Dari semuanya lingga yang terbuat dari tanah liat adalah yang terbaik. Hanya melalui
pemujaan Parthivalingga, Brahma, Wisnu dan Indra bisa memperoleh berkah. Pada jaman
Kritayuga, lingga dari permatalah yang digunakan, dan pada jaman Tretayuga lingga yang
terbuat dari emaslah yang dipuja. Pada jaman Dwapara yuga, Rasalinggalah yang dipakai dan
pada jaman Kaliyuga, Parthivalinggalah yang dikatakan sebagai yang terbaik. Dalam pembuatan
Parthivalingga tidak ada pantangan tertentu dari panca sutra. Tanah liat ini dipakai untuk
membuat lingga, secara keseluruhan. Tetapi mereka yang memasangkannya (meletakkannya)
pada suatu tempat haruslah dua orang. Bagi mereka yang mengetahui lingga mahawidya,
linggam sendiri adalah Mahadewa.
Sebuah prosedur telah ditetapkan dalam kitab suci dan sastra dalam melaksanakan atau
menghaturkan ritual dengan enam belas upachara.
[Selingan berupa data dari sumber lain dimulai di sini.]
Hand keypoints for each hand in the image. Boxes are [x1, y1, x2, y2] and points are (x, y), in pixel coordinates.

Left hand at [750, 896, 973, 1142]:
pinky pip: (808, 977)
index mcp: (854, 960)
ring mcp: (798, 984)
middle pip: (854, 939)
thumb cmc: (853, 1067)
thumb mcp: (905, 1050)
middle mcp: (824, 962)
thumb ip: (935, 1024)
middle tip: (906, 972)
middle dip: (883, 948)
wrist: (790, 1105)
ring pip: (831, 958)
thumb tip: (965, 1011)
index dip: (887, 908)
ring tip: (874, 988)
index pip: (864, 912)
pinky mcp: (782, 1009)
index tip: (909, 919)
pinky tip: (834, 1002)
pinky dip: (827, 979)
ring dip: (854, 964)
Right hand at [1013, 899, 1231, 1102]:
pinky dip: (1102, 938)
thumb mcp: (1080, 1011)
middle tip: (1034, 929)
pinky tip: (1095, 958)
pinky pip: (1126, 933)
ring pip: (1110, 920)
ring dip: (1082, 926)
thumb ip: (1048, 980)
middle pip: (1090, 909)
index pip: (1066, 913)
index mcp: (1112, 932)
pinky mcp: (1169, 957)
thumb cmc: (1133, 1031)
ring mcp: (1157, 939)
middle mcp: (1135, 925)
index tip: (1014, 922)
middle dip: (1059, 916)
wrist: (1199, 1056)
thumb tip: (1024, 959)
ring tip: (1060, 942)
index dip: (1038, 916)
Mereka yang menginginkan kemajuan dalam bidang pendidikan harus memuja ribuan
parthivalingga. Mereka yang menginginkan kekayaan harus memuja lima ratus lingga, mereka
yang menginginkan keturunan laki-laki harus memuja seribu lima ratus lingga, mereka yang
menginginkan pembebasan harus memuja ribuan lingga dan bagi mereka yang menginginkan
tanah (properti), lima ratus buah dan yang seterusnya. Hanya dengan menghaturkan sembah pada
lingga, seseorang akan bebas dari kesedihan dan juga keraguan.
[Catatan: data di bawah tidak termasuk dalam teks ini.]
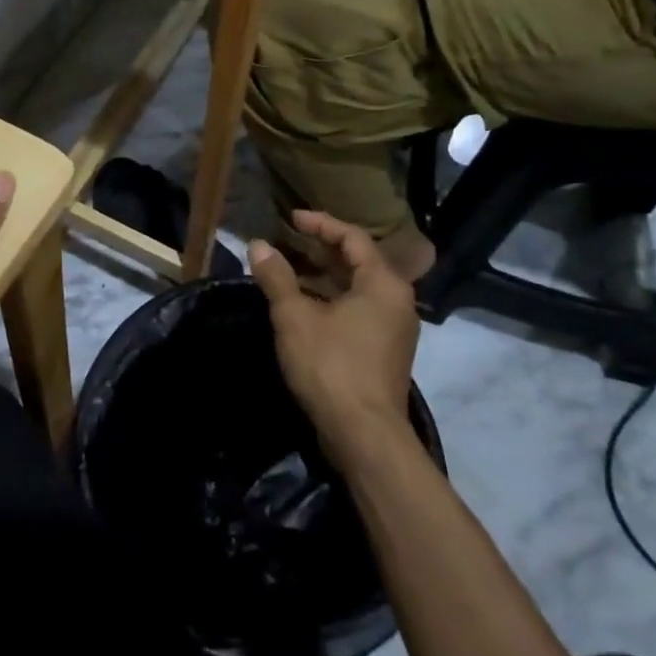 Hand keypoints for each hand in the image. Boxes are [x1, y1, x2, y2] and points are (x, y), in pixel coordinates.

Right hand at [250, 211, 420, 461]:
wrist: (364, 436)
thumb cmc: (331, 366)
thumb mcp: (294, 317)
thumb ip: (276, 277)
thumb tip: (258, 245)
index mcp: (383, 284)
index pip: (352, 237)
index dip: (320, 224)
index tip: (291, 218)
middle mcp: (396, 301)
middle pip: (358, 261)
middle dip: (320, 249)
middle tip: (287, 241)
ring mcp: (394, 329)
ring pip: (357, 288)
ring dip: (324, 276)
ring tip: (288, 270)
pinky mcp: (385, 351)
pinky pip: (359, 309)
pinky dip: (332, 299)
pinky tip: (304, 305) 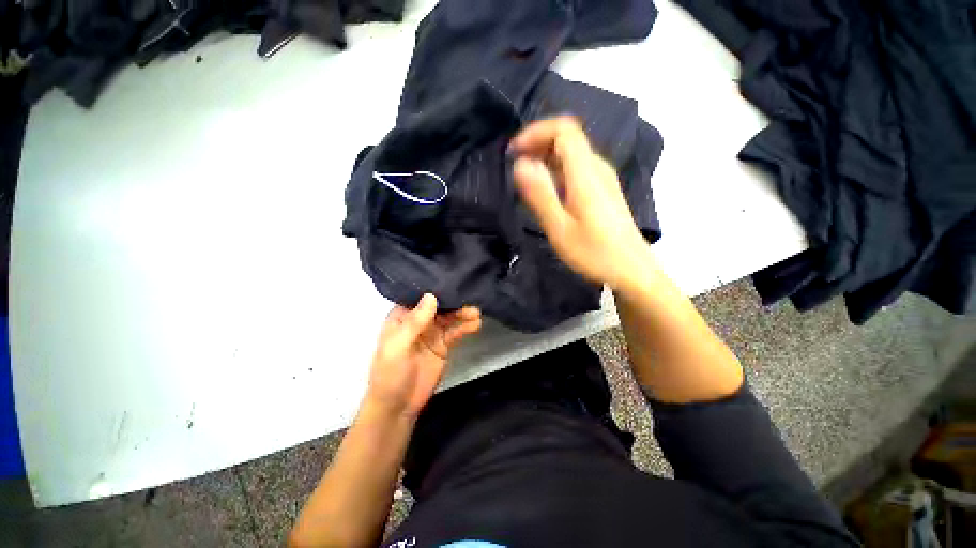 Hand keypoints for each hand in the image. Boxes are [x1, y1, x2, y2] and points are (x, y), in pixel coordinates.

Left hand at [365, 294, 481, 418]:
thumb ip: (415, 322)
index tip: (452, 279)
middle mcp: (418, 321)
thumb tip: (431, 295)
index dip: (434, 288)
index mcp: (402, 317)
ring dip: (462, 314)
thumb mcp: (398, 347)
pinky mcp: (443, 346)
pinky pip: (455, 332)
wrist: (398, 407)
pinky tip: (476, 324)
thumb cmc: (390, 374)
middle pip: (438, 306)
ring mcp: (432, 333)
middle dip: (453, 301)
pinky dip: (465, 327)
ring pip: (449, 318)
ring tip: (476, 312)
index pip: (419, 297)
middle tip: (470, 298)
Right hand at [510, 117, 652, 289]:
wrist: (632, 270)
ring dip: (545, 159)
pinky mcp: (603, 190)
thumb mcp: (560, 228)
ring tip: (526, 181)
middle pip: (567, 138)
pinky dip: (556, 171)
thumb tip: (520, 164)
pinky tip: (547, 192)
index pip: (563, 129)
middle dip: (537, 145)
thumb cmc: (595, 253)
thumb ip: (540, 194)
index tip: (514, 153)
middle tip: (515, 168)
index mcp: (586, 173)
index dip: (536, 132)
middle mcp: (597, 168)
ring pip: (571, 154)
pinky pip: (576, 169)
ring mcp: (603, 178)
Tidak ada cara yang lebih baik ataupun lebih mudah selain menyeberangi gelombang
kehidupan yang amat besar sengan memuja Siwa. Dikatakan hanya dengan melakukan pemujaan
yang bisa membuka mata mereka yang buta atas kebodohan dan kesenangan duniawi. Tiga
material penting dalam memuja Siwa adalah i) Abu Suci ii) Rudraksha dan iii) daun bilwa (bilwa
patra).
Daun Bel (bilwa) adalah perwujudan Dewa Siwa. Dipercaya bahwa pada akar pohon ini,
semua tempat suci atau peziarahan berada. Jika seseorang melakukan pemujaan di bawah pohon
ini, akan merangsang pertumbuhan Vamsha (keturunan). Mereka yang menyalakan lampu pada
pohon ini akan mendapatkan Jnana Siwa. Jika seorang Brahmana diberikan makanan di bawah
pohon ini maka akan memberikan pahala sama seperti memberikan makanan pada seribu orang
lebih. Mereka yang memberkan nasi (nasi yang dimasak dengan susu paramaanna dan ghee,
tidak akan pernah menderita kemiskinan.